Air Force looks to get the MOAST out of open architectures

A new program wants to build on emerging open architecture standards to allow for faster upgrades of manned and unmanned systems.

The Air Force wants to accelerate the speed at which it can add new systems to aircraft and, like other components of the military, it sees open architectures as the way to get there.

The service’s Mission Systems Open Architecture Science and Technology, or MOAST program, is looking to expand the emerging open architecture standards of the Open Mission Systems and Unmanned Aerospace Systems Command and Control Initiative for current and next-generation weapon systems.

The Air Force released an initial presolicitation for MOAST in July and has provided updates on the proposal from an industry day earlier this month.

The program seeks to conduct research and development efforts that will “provide robust, open architecture solutions to enable affordable capability evolution, reduced integration risk, sustained competition across the life-cycle, as well as make these systems resilient to cyber attack,” the solicitation states.
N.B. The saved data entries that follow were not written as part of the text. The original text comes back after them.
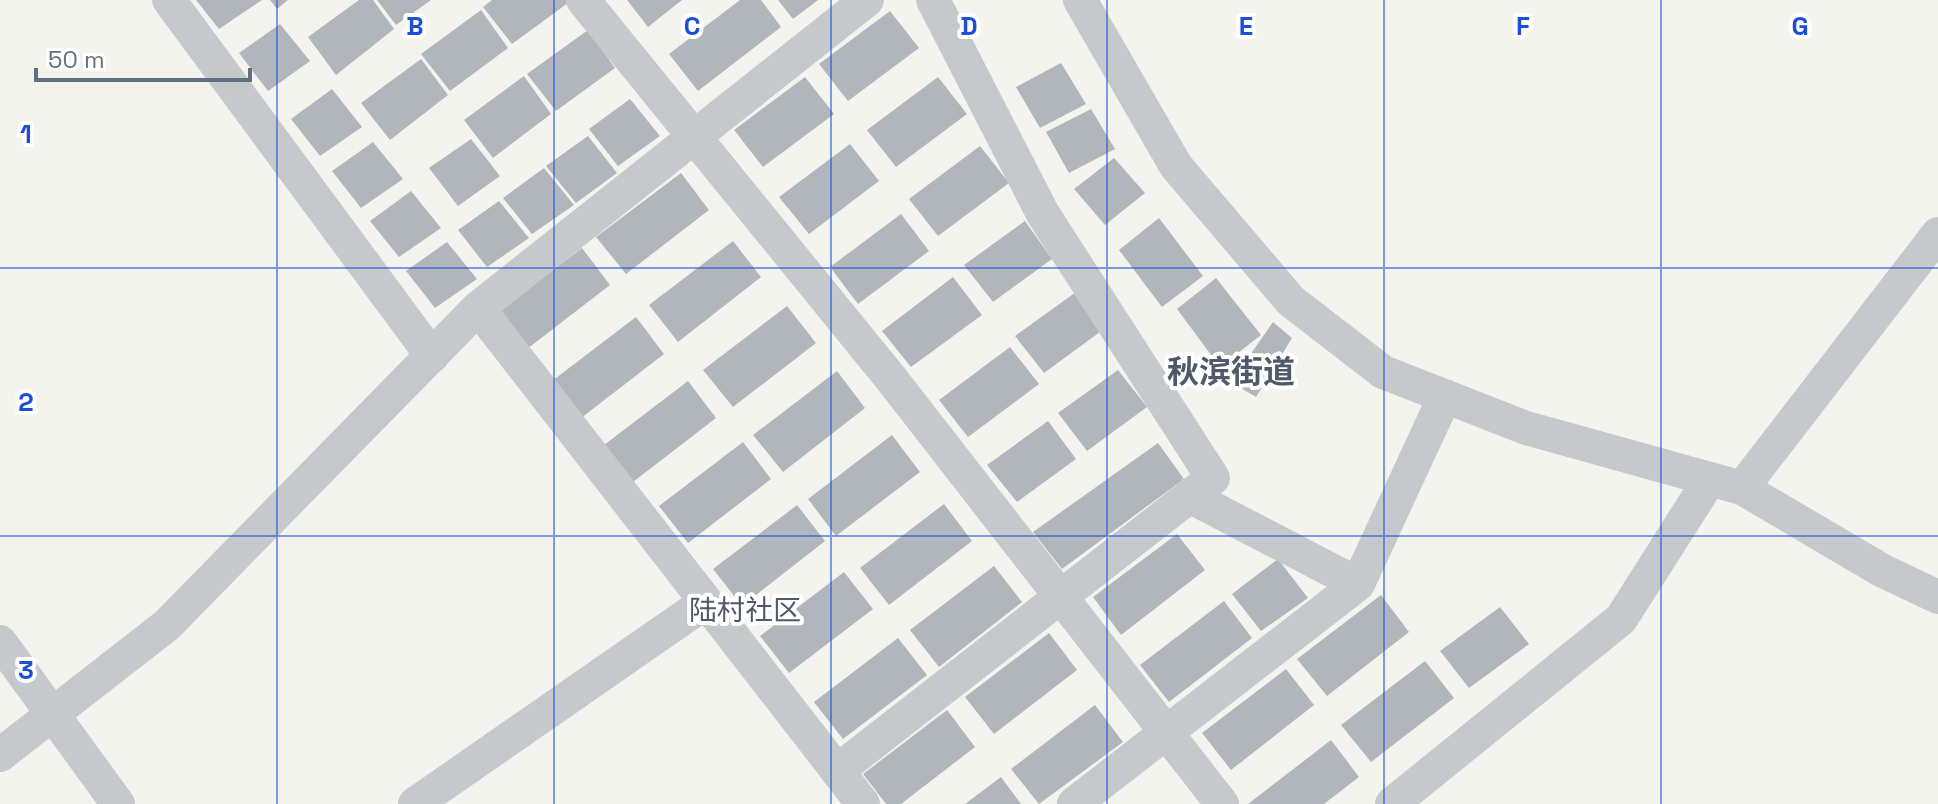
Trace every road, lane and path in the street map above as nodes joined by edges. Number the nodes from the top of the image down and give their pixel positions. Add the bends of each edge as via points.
1 (169, 0) edge
2 (583, 0) edge
3 (867, 0) edge
4 (933, 0) edge
5 (1080, 0) edge
6 (694, 137) junction
7 (1938, 234) edge
8 (478, 308) junction
9 (432, 356) junction
10 (1445, 396) junction
11 (1726, 483) junction
12 (1189, 496) junction
13 (1358, 584) junction
14 (1060, 597) junction
15 (1938, 597) edge
16 (706, 602) junction
17 (0, 642) edge
18 (53, 714) junction
19 (1168, 735) junction
20 (0, 755) edge
21 (837, 771) junction
22 (118, 804) edge
23 (415, 804) edge
24 (863, 804) edge
25 (1074, 804) edge
26 (1222, 804) edge
27 (1392, 804) edge

1 - 9 street
2 - 6 street
3 - 6 street
4 - 12 street via 1043,214 1213,478
5 - 10 street via 1176,166 1291,301 1383,372
6 - 8 street
6 - 14 street
7 - 11 street
8 - 9 street
8 - 16 street
9 - 18 street via 167,625
10 - 11 street via 1526,428
10 - 13 street
11 - 15 street
11 - 27 street via 1621,619
12 - 13 street
12 - 14 street
13 - 19 street
14 - 19 street
14 - 21 street
16 - 21 street
16 - 23 street
17 - 18 street
18 - 20 street
18 - 22 street
19 - 25 street
19 - 26 street
21 - 24 street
Tapping into open systems is becoming a priority in the military, which sees building modular, plug-and-play technologies as a way to more quickly (and inexpensively) keep up with new technology—and, by extension, any adversaries. The Navy, for instance, has an open architecture effort called Future Avionics Capability Environment (FCAE) to standardize aviation components. That effort is backed by the Open Group consortium, which includes the three military branches and many of the largest defense contractors.

And the Defense Advanced Research Projects Agency, which is also involved in both MOAST and FACE, has a program called System of Systems Integration Technology and Experimentation (SoSITE) that likewise seeks to create open architectures to allow for the rapid integration of new systems.

MOAST will include the integration of mission-critical and flight-critical systems on both manned and unmanned platforms and ground systems. 

Program goals include providing mature, robust open architecture solutions for current and next-generation Air Force weapon systems, ensuring that the solutions accommodate built-in cybersecurity features and promotion of interoperability with additional open standards. Program objectives consist of evolving OMS and UCI standards for more platform challenges, developing innovative and affordable avionics cybersecurity technologies that will augment OSA implementations, exploring emerging concepts for future OSA implementations and conducting advanced technology demonstrations of mature open architecture capabilities. 

Technical Areas of Interests include:

  • Evolution of open system architecture standards
  • Cyber resiliency of open system architectures
  • Open system architecture emerging concepts and technologies
  • Open system architecture risk reduction studies and experimentation
  • Open System architecture advanced technology demonstrations.

The Air Force estimates that an official broad agency announcement will be released in October or November.